Here's a fun fact: the book cover design is the work of my wonderful publisher Elizabeth Adams (Phoenicia Publishing, Montreal). She is herself a beautiful writer and talented artist. She hand-cut all the collage elements a la Matisse, then painted the background.

Then, looking back, the impulse to write poems like these has probably been with me for some time now, especially hearing, for instance, at the end of a yoga class-- "The Buddha in me greets the Buddha in you," or some variation thereof.    

There's a joke I learned in 2011 from ordained Buddhist teacher Rev.

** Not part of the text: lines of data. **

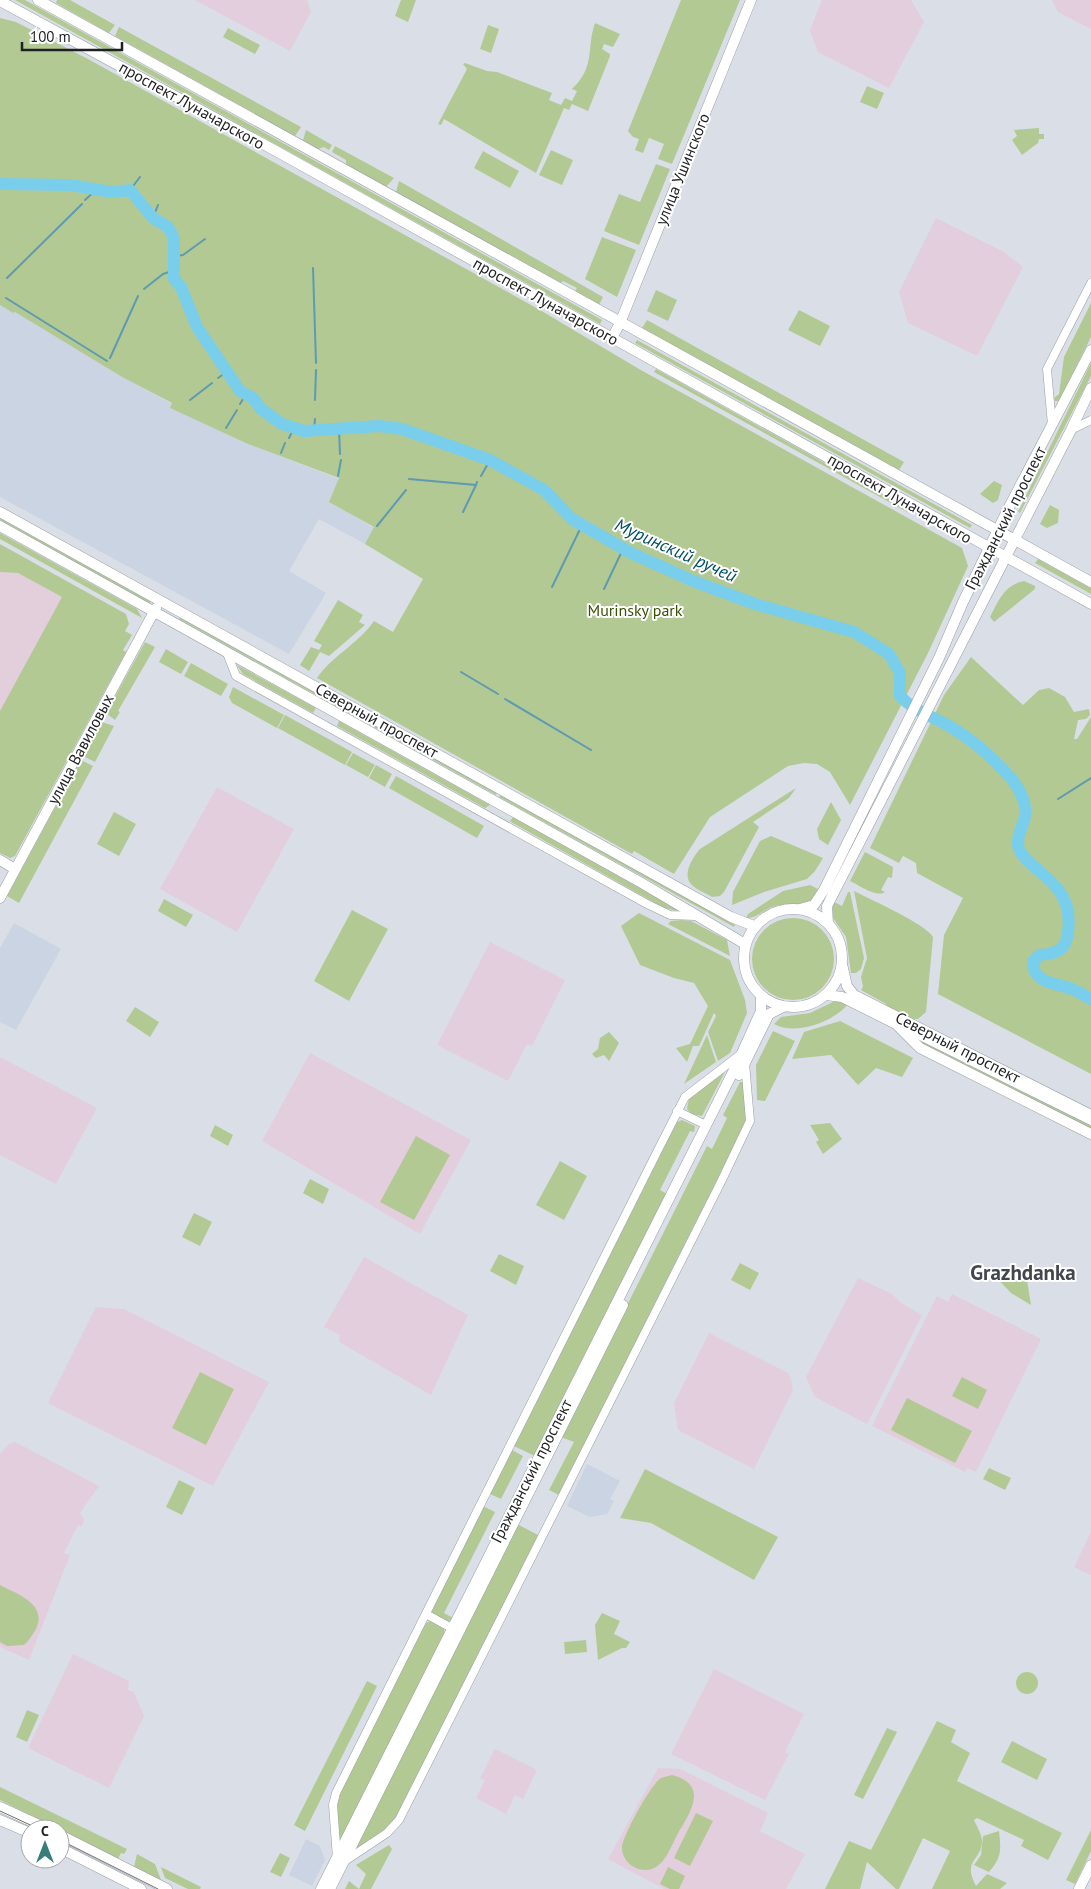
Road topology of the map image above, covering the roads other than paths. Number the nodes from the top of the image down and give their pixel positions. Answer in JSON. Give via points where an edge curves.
{"nodes":[{"id":1,"x":38,"y":0,"type":"edge"},
{"id":2,"x":751,"y":0,"type":"edge"},
{"id":3,"x":0,"y":1,"type":"edge"},
{"id":4,"x":1091,"y":283,"type":"edge"},
{"id":5,"x":620,"y":323,"type":"junction"},
{"id":6,"x":612,"y":338,"type":"junction"},
{"id":7,"x":1091,"y":350,"type":"edge"},
{"id":8,"x":1091,"y":388,"type":"edge"},
{"id":9,"x":1091,"y":420,"type":"edge"},
{"id":10,"x":1052,"y":426,"type":"junction"},
{"id":11,"x":1072,"y":430,"type":"junction"},
{"id":12,"x":0,"y":512,"type":"edge"},
{"id":13,"x":0,"y":526,"type":"edge"},
{"id":14,"x":998,"y":530,"type":"junction"},
{"id":15,"x":1015,"y":540,"type":"junction"},
{"id":16,"x":989,"y":548,"type":"junction"},
{"id":17,"x":1006,"y":558,"type":"junction"},
{"id":18,"x":1091,"y":582,"type":"edge"},
{"id":19,"x":160,"y":600,"type":"junction"},
{"id":20,"x":1091,"y":604,"type":"edge"},
{"id":21,"x":154,"y":612,"type":"junction"},
{"id":22,"x":227,"y":652,"type":"junction"},
{"id":23,"x":0,"y":860,"type":"edge"},
{"id":24,"x":16,"y":869,"type":"junction"},
{"id":25,"x":0,"y":898,"type":"edge"},
{"id":26,"x":800,"y":909,"type":"junction"},
{"id":27,"x":695,"y":916,"type":"junction"},
{"id":28,"x":828,"y":924,"type":"junction"},
{"id":29,"x":754,"y":926,"type":"junction"},
{"id":30,"x":745,"y":944,"type":"junction"},
{"id":31,"x":842,"y":964,"type":"junction"},
{"id":32,"x":826,"y":995,"type":"junction"},
{"id":33,"x":761,"y":996,"type":"junction"},
{"id":34,"x":783,"y":1007,"type":"junction"},
{"id":35,"x":896,"y":1024,"type":"junction"},
{"id":36,"x":743,"y":1058,"type":"junction"},
{"id":37,"x":678,"y":1111,"type":"junction"},
{"id":38,"x":1091,"y":1115,"type":"edge"},
{"id":39,"x":1091,"y":1121,"type":"edge"},
{"id":40,"x":706,"y":1125,"type":"junction"},
{"id":41,"x":1091,"y":1134,"type":"edge"},
{"id":42,"x":426,"y":1614,"type":"junction"},
{"id":43,"x":456,"y":1630,"type":"junction"},
{"id":44,"x":0,"y":1807,"type":"edge"},
{"id":45,"x":26,"y":1819,"type":"edge"},
{"id":46,"x":0,"y":1820,"type":"edge"},
{"id":47,"x":20,"y":1829,"type":"edge"},
{"id":48,"x":70,"y":1840,"type":"edge"},
{"id":49,"x":70,"y":1853,"type":"edge"},
{"id":50,"x":340,"y":1860,"type":"junction"},
{"id":51,"x":1091,"y":1865,"type":"edge"},
{"id":52,"x":140,"y":1889,"type":"edge"},
{"id":53,"x":167,"y":1889,"type":"edge"},
{"id":54,"x":321,"y":1889,"type":"edge"},
{"id":55,"x":330,"y":1889,"type":"edge"},
{"id":56,"x":1079,"y":1889,"type":"edge"}],
"edges":[{"from":1,"to":5,"type":"main road","name":"проспект Луначарского"},
{"from":2,"to":5,"type":"main road","name":"улица Ушинского"},
{"from":3,"to":6,"type":"main road","name":"проспект Луначарского"},
{"from":4,"to":10,"type":"street","via":[[1047,369]]},
{"from":5,"to":6,"type":"main road","name":"улица Ушинского"},
{"from":5,"to":14,"type":"main road","name":"проспект Луначарского"},
{"from":6,"to":16,"type":"main road","name":"проспект Луначарского"},
{"from":7,"to":10,"type":"main road","name":"Гражданский проспект"},
{"from":8,"to":11,"type":"main road","name":"Гражданский проспект"},
{"from":9,"to":11,"type":"street"},
{"from":10,"to":14,"type":"main road","name":"Гражданский проспект"},
{"from":11,"to":15,"type":"main road","name":"Гражданский проспект"},
{"from":12,"to":19,"type":"main road","name":"Северный проспект"},
{"from":13,"to":21,"type":"main road","name":"Северный проспект"},
{"from":14,"to":15,"type":"main road","name":"проспект Луначарского"},
{"from":14,"to":16,"type":"main road","name":"Гражданский проспект"},
{"from":15,"to":17,"type":"main road","name":"Гражданский проспект"},
{"from":15,"to":18,"type":"main road","name":"проспект Луначарского"},
{"from":16,"to":17,"type":"main road","name":"проспект Луначарского"},
{"from":16,"to":26,"type":"main road","name":"Гражданский проспект","via":[[824,890],[814,905]]},
{"from":17,"to":20,"type":"main road","name":"проспект Луначарского"},
{"from":17,"to":28,"type":"main road","name":"Гражданский проспект","via":[[827,906]]},
{"from":19,"to":21,"type":"main road","name":"улица Вавиловых"},
{"from":19,"to":29,"type":"main road","name":"Северный проспект","via":[[731,917]]},
{"from":21,"to":22,"type":"main road","name":"Северный проспект"},
{"from":21,"to":24,"type":"main road","name":"улица Вавиловых"},
{"from":22,"to":27,"type":"main road","name":"Северный проспект","via":[[632,877]]},
{"from":22,"to":27,"type":"street","via":[[236,676],[663,912]]},
{"from":23,"to":24,"type":"main road"},
{"from":24,"to":25,"type":"main road","name":"улица Вавиловых"},
{"from":26,"to":28,"type":"main road","via":[[811,912]]},
{"from":26,"to":29,"type":"main road","via":[[775,912]]},
{"from":27,"to":30,"type":"main road","name":"Северный проспект"},
{"from":28,"to":31,"type":"main road","via":[[840,943]]},
{"from":29,"to":30,"type":"main road"},
{"from":30,"to":33,"type":"main road","via":[[745,973]]},
{"from":31,"to":32,"type":"main road","via":[[837,980]]},
{"from":31,"to":38,"type":"main road","name":"Северный проспект","via":[[854,995]]},
{"from":32,"to":34,"type":"main road","via":[[807,1006]]},
{"from":32,"to":35,"type":"main road","name":"Северный проспект","via":[[842,997]]},
{"from":33,"to":34,"type":"main road"},
{"from":33,"to":36,"type":"main road","name":"Гражданский проспект","via":[[761,1011]]},
{"from":34,"to":36,"type":"main road","name":"Гражданский проспект","via":[[769,1014]]},
{"from":35,"to":39,"type":"street","name":"Северный проспект"},
{"from":35,"to":41,"type":"main road","name":"Северный проспект","via":[[920,1048]]},
{"from":36,"to":37,"type":"street","name":"Гражданский проспект","via":[[685,1097]]},
{"from":36,"to":40,"type":"main road","name":"Гражданский проспект"},
{"from":36,"to":43,"type":"main road","name":"Гражданский проспект"},
{"from":36,"to":50,"type":"street","name":"Гражданский проспект","via":[[750,1121],[399,1820],[387,1833]]},
{"from":37,"to":40,"type":"street"},
{"from":37,"to":42,"type":"street"},
{"from":40,"to":43,"type":"main road","name":"Гражданский проспект"},
{"from":42,"to":43,"type":"street"},
{"from":42,"to":50,"type":"street","via":[[336,1793],[333,1805]]},
{"from":43,"to":50,"type":"main road","name":"Гражданский проспект"},
{"from":44,"to":45,"type":"main road"},
{"from":46,"to":47,"type":"main road"},
{"from":48,"to":53,"type":"main road"},
{"from":49,"to":52,"type":"main road"},
{"from":50,"to":54,"type":"main road","name":"Гражданский проспект"},
{"from":50,"to":55,"type":"main road","name":"Гражданский проспект"},
{"from":51,"to":56,"type":"main road"}]}
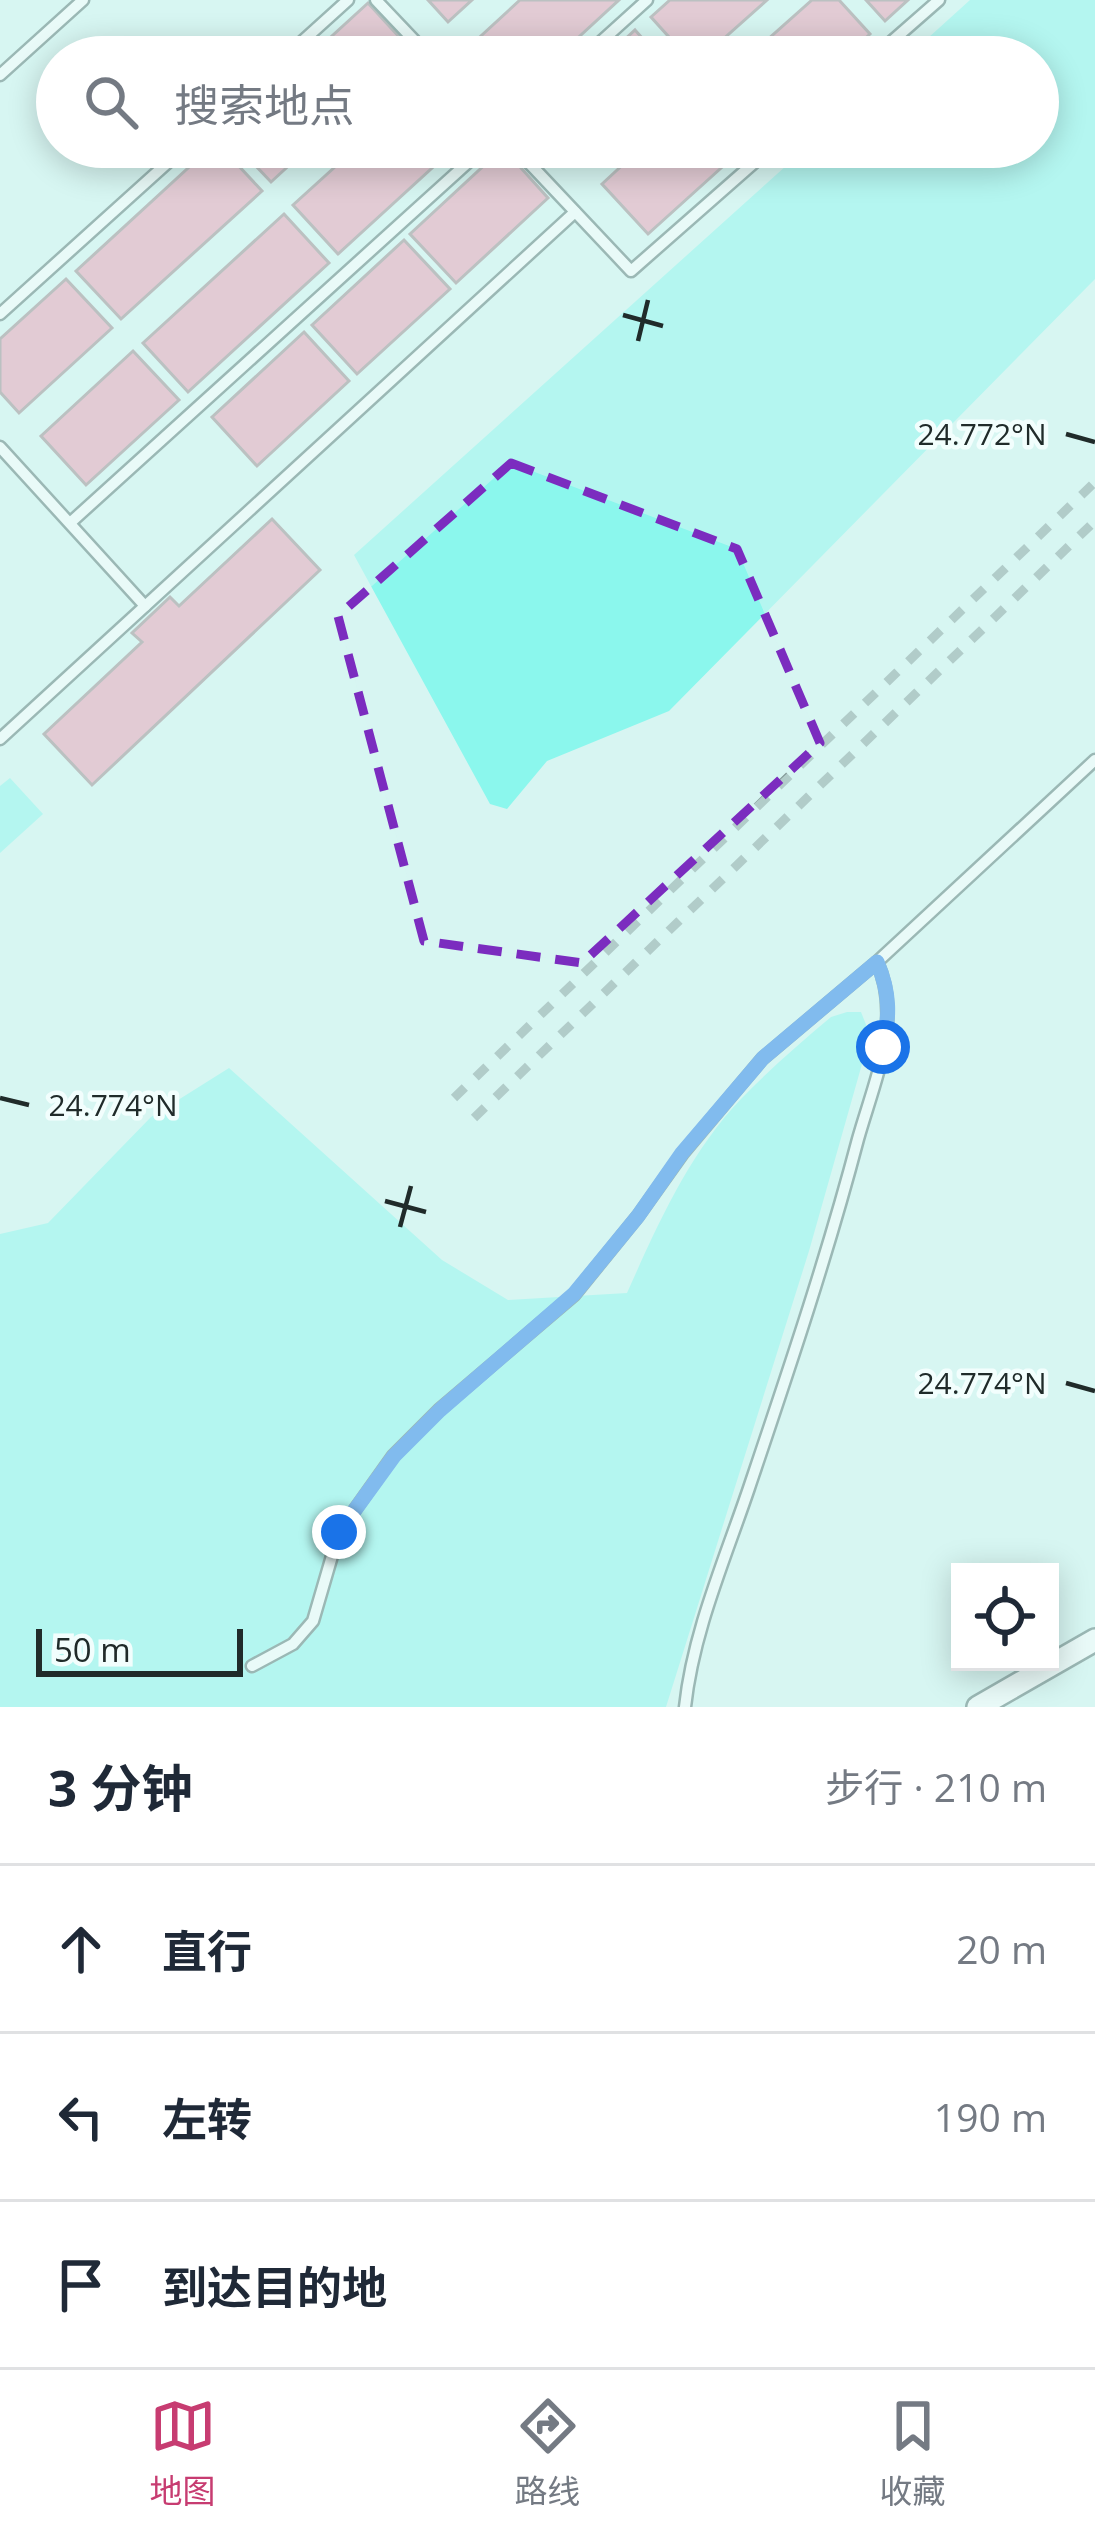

Kaspalita Thompson, who runs the Pureland Buddhist temple in Malvern, Worcestershire: 

"Why can’t the Buddha vacuum underneath the sofa? Because he has no attachments."  

This joke led to my writing an early "Buddha" poem called "Ghazal of theTranscendental," in which the speaker asks, in couplets 2-4:

"...The Buddha teaches that we want to work free of delusion and suffering
in order to ascend, like the wren in the lilac, full-throated, singing.

I don’t know too many intimate details about his life but I do know
the Buddha was not a woman doing chores all day, much less singing.

Suffering is a pain in the ass, in the neck, in the heart mostly; since I
suffer knowing my children’s hurts, will I never know that lithe, joyous singing?"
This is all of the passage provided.